BEGIN Given records

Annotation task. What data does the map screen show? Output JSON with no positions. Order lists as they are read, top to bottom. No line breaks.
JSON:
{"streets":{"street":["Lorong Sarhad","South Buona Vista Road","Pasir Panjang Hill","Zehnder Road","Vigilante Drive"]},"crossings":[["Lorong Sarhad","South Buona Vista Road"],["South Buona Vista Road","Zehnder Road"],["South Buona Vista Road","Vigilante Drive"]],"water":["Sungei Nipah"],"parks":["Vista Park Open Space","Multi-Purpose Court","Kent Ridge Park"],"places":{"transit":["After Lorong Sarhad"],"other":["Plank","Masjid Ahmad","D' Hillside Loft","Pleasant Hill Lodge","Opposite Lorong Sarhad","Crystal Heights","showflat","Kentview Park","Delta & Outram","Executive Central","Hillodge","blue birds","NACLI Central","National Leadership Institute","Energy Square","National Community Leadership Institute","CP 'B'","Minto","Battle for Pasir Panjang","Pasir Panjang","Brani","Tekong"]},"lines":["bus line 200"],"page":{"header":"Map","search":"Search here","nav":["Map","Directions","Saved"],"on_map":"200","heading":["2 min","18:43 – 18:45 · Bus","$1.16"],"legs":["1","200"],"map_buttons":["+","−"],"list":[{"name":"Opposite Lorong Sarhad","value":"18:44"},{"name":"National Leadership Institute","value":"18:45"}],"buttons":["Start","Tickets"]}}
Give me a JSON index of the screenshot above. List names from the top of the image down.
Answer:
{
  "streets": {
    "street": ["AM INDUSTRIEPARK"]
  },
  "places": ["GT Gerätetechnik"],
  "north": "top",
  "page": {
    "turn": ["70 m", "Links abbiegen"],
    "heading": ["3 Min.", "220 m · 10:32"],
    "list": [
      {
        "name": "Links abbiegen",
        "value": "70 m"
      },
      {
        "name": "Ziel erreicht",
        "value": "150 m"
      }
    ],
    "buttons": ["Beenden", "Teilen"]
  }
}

END Given records
BEGIN Given records

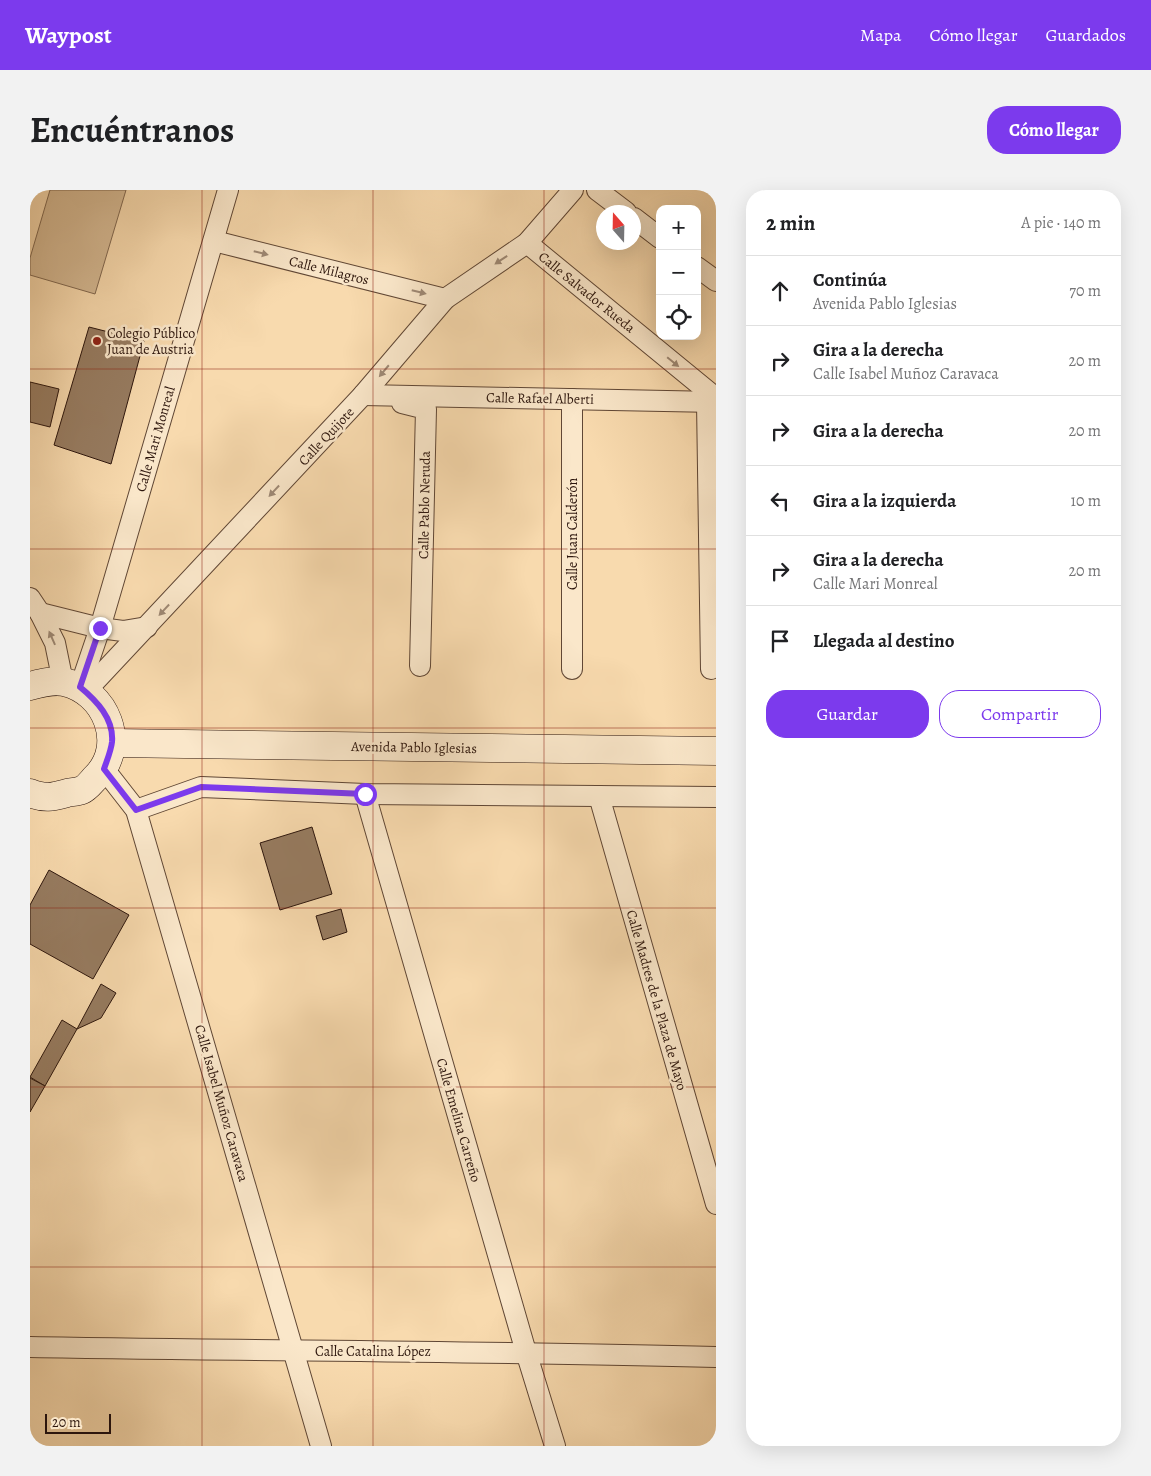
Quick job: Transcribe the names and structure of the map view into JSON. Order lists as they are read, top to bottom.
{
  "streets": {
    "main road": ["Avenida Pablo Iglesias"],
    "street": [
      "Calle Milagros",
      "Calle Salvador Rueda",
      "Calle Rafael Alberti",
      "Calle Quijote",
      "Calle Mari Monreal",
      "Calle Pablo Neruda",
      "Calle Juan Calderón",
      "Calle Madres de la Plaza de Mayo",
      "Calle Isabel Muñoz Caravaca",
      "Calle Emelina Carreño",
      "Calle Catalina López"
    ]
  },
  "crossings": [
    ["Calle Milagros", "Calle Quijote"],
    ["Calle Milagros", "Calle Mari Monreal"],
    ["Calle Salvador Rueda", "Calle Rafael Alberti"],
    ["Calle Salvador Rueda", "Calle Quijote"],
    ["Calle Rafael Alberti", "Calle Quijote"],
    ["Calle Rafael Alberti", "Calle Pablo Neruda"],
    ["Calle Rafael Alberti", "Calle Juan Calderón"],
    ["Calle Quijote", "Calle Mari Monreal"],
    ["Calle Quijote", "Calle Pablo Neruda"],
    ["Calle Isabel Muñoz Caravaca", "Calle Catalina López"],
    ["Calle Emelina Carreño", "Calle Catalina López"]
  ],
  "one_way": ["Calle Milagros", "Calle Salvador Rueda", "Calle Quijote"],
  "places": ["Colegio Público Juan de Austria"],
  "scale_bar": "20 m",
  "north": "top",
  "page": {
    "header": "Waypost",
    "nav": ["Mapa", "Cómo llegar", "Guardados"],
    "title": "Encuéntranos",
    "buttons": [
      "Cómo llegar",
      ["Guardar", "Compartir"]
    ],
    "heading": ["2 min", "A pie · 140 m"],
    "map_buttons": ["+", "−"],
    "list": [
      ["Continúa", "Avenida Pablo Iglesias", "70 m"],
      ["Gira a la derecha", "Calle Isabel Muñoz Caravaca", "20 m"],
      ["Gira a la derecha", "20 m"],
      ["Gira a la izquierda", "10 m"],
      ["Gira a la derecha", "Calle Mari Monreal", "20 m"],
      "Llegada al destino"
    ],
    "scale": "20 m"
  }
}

END Given records

Across all the entries, how many lines include "Neruda"? Answer with the number alone.

3